In order to be more patient in waiting times, it helps to leave early. It’s easier to wait if you are not going to be late. Leaving ten minutes early for everything gives you the extra time in case something comes up. And something always comes up.
“No greater thing is created suddenly, any more than a bunch of grapes or a fig. If you tell me that you desire a fig, I answer you that there must be time. Let it first blossom, then bear fruit, then ripen.” –Epictetus
The Gift of the Present Moment
The grocery store line was huge right before dinner. People all around me were complaining about not having time for this and I was starting to get annoyed. My ten-year-old son was with me. He started talking and we had a whole conversation where I was able to concentrate solely on him. I had nothing else to do since I was waiting in a line. I felt so connected to my son at that moment, I was almost sorry when we got to the checkout counter.

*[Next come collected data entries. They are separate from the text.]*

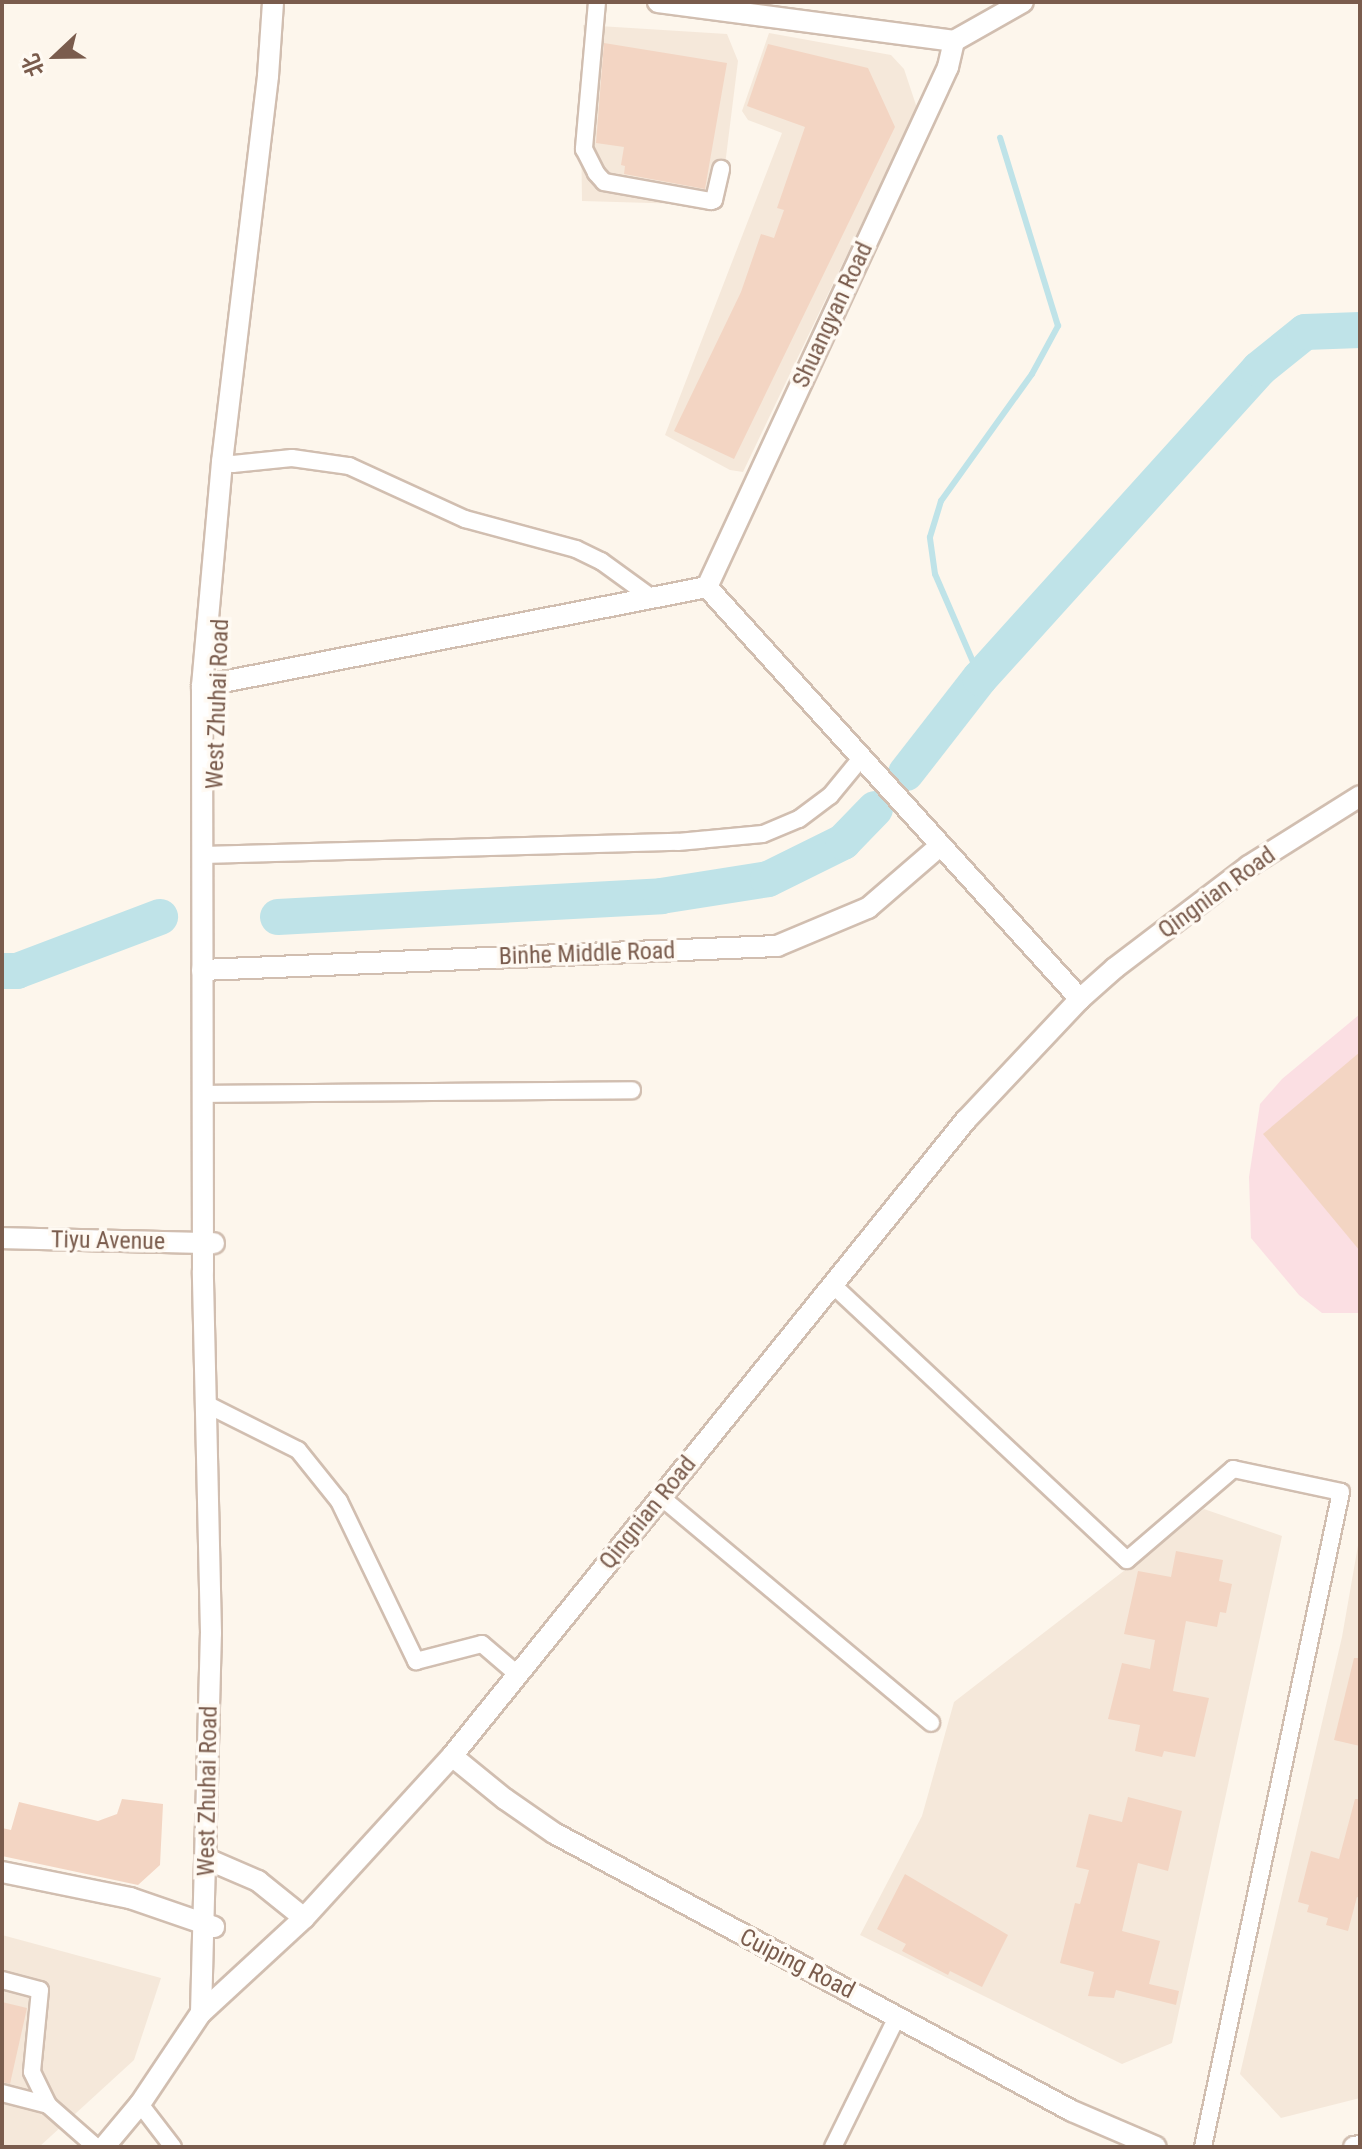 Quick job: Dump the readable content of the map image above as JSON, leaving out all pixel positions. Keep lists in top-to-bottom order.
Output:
{
  "streets": {
    "street": [
      "Shuangyan Road",
      "West Zhuhai Road",
      "Qingnian Road",
      "Binhe Middle Road",
      "Tiyu Avenue",
      "Cuiping Road"
    ]
  },
  "crossings": [
    ["West Zhuhai Road", "Qingnian Road"],
    ["West Zhuhai Road", "Binhe Middle Road"],
    ["West Zhuhai Road", "Tiyu Avenue"],
    ["Qingnian Road", "Cuiping Road"]
  ],
  "north": "left"
}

Sometimes we can be in such a hurry to get where we want to be, that we forget how wonderful here is. Next time you are waiting, take a look around. There is always something interesting to look at or discover—paintings, fascinating people, things to read, or animals.
With kids, it seems I am waiting for hours a day. Children dawdle because they are so connected to the world around them. As adults in a hurry, we often miss what they see. If we slow down we can get that childlike spark back. Waiting is the perfect time to notice life.
“Life is a succession of moments. To live each one is to succeed.” –Coreta Kent
The Gift of Compassion and Humility
In waiting we are always dealing with other people. What we think of those whom we are waiting behind is rarely compassionate. We need to change our attitude. You know the one—what we have to do is more important than what anyone else has to do. Road rage is an example —driving like a maniac, cutting people off, risking other drivers because where we are going is more “important” then where someone else is going. Being perpetually in a hurry and annoyed at being kept waiting is a sign that we are doing more than we need to. That’s the time to start cutting things out of our to-do list. I love people watching.
Standing in line at the bank I see a young woman with her three-year-old as she tries desperately to hold on to everything. I ask if I can hold something and she thankfully gives me her bag. When you look around you with compassion you are in a position to help others. Plus, you will feel great afterwards and the wait won’t seem as long.
You also meet captivating people while waiting. Talking with others keeps you both from being fed up and you never know what you will learn. I got some fantastic Christmas gift ideas yesterday at the grocery store from the lady next to me.
“Humility is attentive patience.” –Simone Weil
It is in the small moments of life that we show who we are. How do you want to wait?
1. Decide from now on when you have to wait you will be in control of your attitude.
2. Be patient with yourself when you find yourself acting out of impatience.
3. Change your thinking the minute you start feeling impatient.
4. Be patient with those around you and look for ways to help others.
5. Drive the speed limit and sing in the car when you get stuck in traffic.
6. Leave ten minutes early for everything.